A sticker on the front door at La Cabaña advertising the restaurant’s use of Amazon food delivery. (GeekWire Photo / Kurt Schlosser)

White referenced the competitive intensity in the food delivery category and said it’s not exactly a “rationally behaving” marketplace at the moment.

  • Uber Eats generated $1.46 billion in revenue last year, up from $587 million in 2017, and brought in $536 million during the first quarter of 2019.
  • Grubhub, saw revenues reach $324 million for the first quarter, up 39 percent year-over-year.
  • DoorDash raised $600 million last month, and is now valued at $12.6 billion.

The fact that Amazon was only in a handful of markets means that its departure won’t produce a significant boon for those remaining players, though it did help ease some investor concerns — Grubhub’s stock is up 10 percent since GeekWire’s initial report of Amazon Restaurants closing.

But if Amazon does return, it might actually benefit from what’s been built and find new ways to attract gig workers, White said.

“Uber and DoorDash and these other guys have basically created this entire new class of worker, this gig-economy driver who’s now online, they’ve secured a car, they’re there for hire and available,” he said. “And drivers aren’t particularly loyal to one platform or another.
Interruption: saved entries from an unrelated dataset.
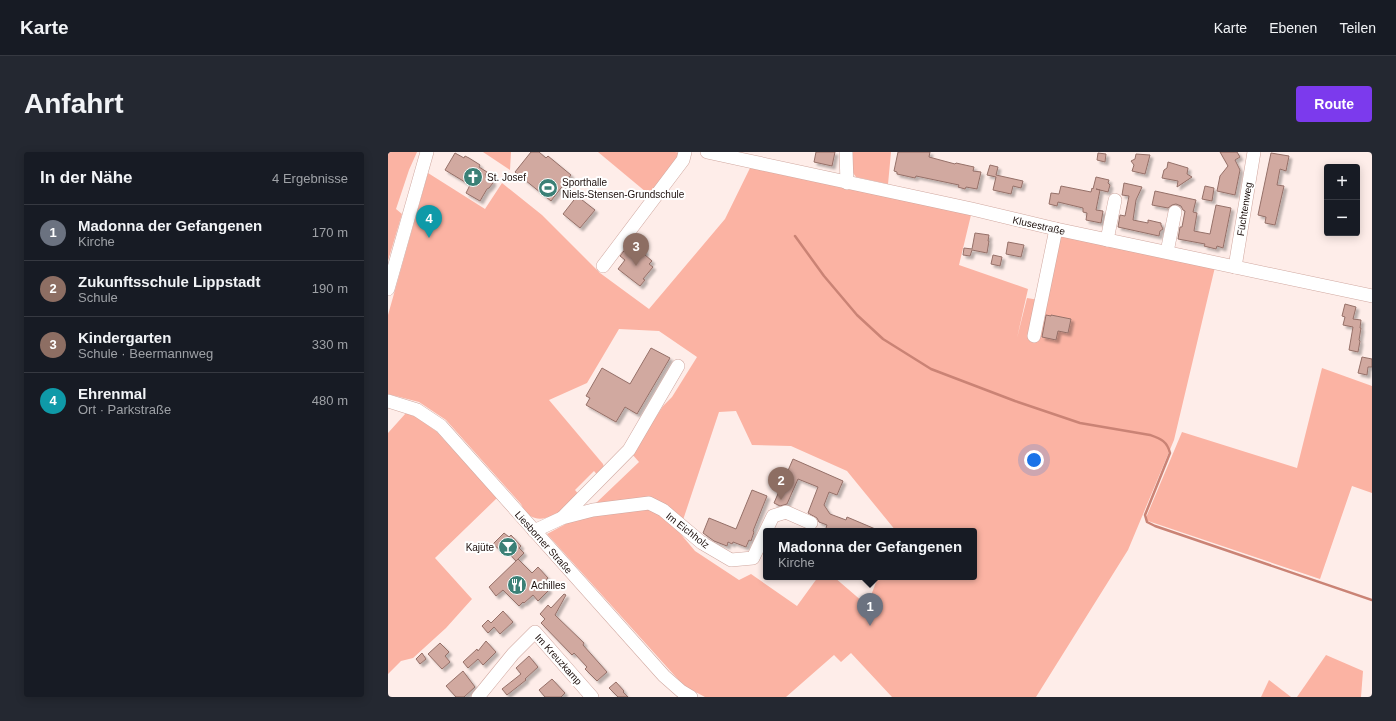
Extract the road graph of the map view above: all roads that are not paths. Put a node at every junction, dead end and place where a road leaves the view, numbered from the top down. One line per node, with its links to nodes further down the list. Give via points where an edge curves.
1 (427, 152): 14 (street)
2 (685, 152): 12 (street, via 683,160)
3 (707, 152): 6 (street, Klusestraße)
4 (846, 152): 6 (street)
5 (1254, 152): 13 (street, Füchtenweg)
6 (848, 183): 9 (street, Klusestraße)
7 (1115, 200): 10 (street)
8 (1175, 212): 11 (street)
9 (1056, 229): 10 (street, Klusestraße); 16 (street)
10 (1107, 240): 11 (street, Klusestraße)
11 (1167, 252): 13 (street, Klusestraße)
12 (603, 266)
13 (1235, 267): 15 (street, Klusestraße)
14 (388, 289)
15 (1372, 296)
16 (1034, 336)
17 (678, 366): 19 (street, Im Eichholz, via 628,450)
18 (388, 401): 22 (street, Liesborner Straße, via 417,410 441,426)
19 (562, 518): 22 (street, Im Eichholz); 23 (street, Im Eichholz, via 593,510 649,503 663,510 702,543 731,560 753,558)
20 (811, 523): 21 (street, Im Eichholz, via 786,512 772,516)
21 (767, 528)
22 (534, 531): 24 (street, Liesborner Straße)
23 (763, 536)
24 (682, 695)
25 (478, 697): 26 (street, Im Kreuzkamp, via 512,654 535,632)
26 (592, 697)

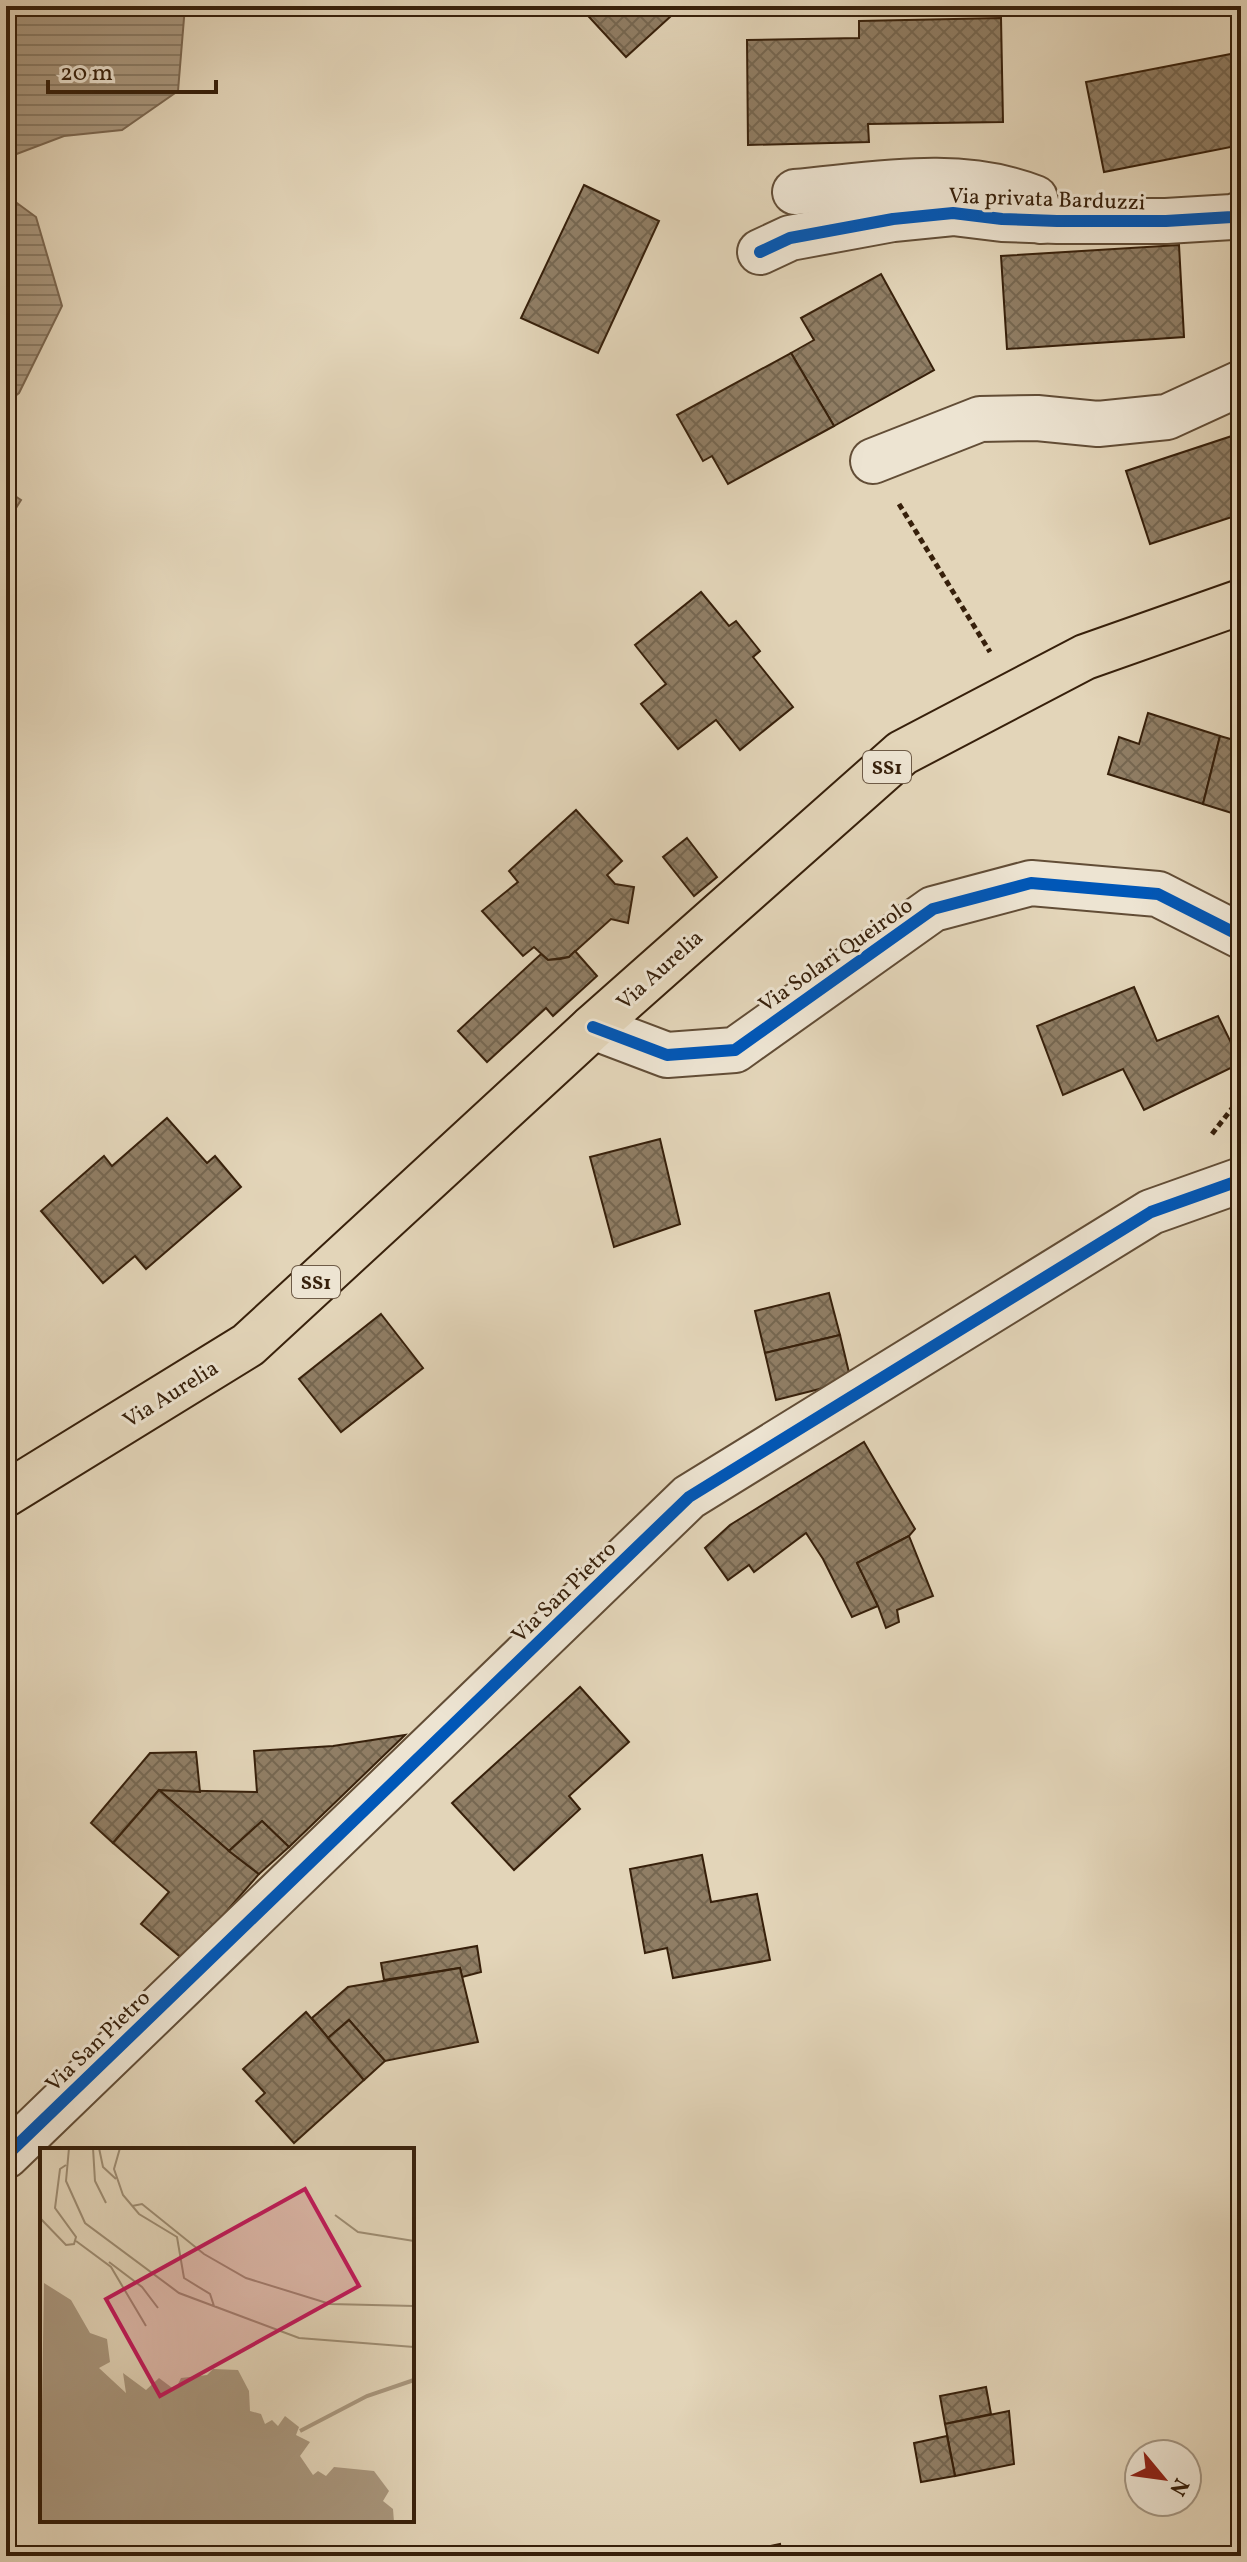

They sort of go where they can get the best terms or where they can be utilized at the highest rate. So Amazon can still benefit from these other companies effectively bringing on this capacity of drivers.

“I can imagine a lot of different ways that Amazon could, if they wanted to get aggressive, construct ways for drivers to potentially show some loyalty to Amazon,” White added, speculating on how the company might offer benefits or “Amazon points” that drivers could use toward other Amazon goods and services.

Amazon declined to elaborate on the closure of Amazon Restaurants beyond its original statement earlier this month. Amazon also shut down Daily Dish, a workplace lunch delivery service that launched in 2016, on June 14.

“As of June 24th, we will discontinue the Amazon Restaurants business in the US,” an Amazon spokesperson said in the statement. “Many of the small number of employees affected by this decision have already found new roles at Amazon, and others will be provided personalized support to find a new role within, or outside of, the company.”

In the meantime, the company will remain focused on moving food in other ways. It still delivers groceries from Whole Foods via Prime Now in more than 80 U.S. markets. And just this month it invested further in its original grocery service, AmazonFresh, which operates in 15 metro areas.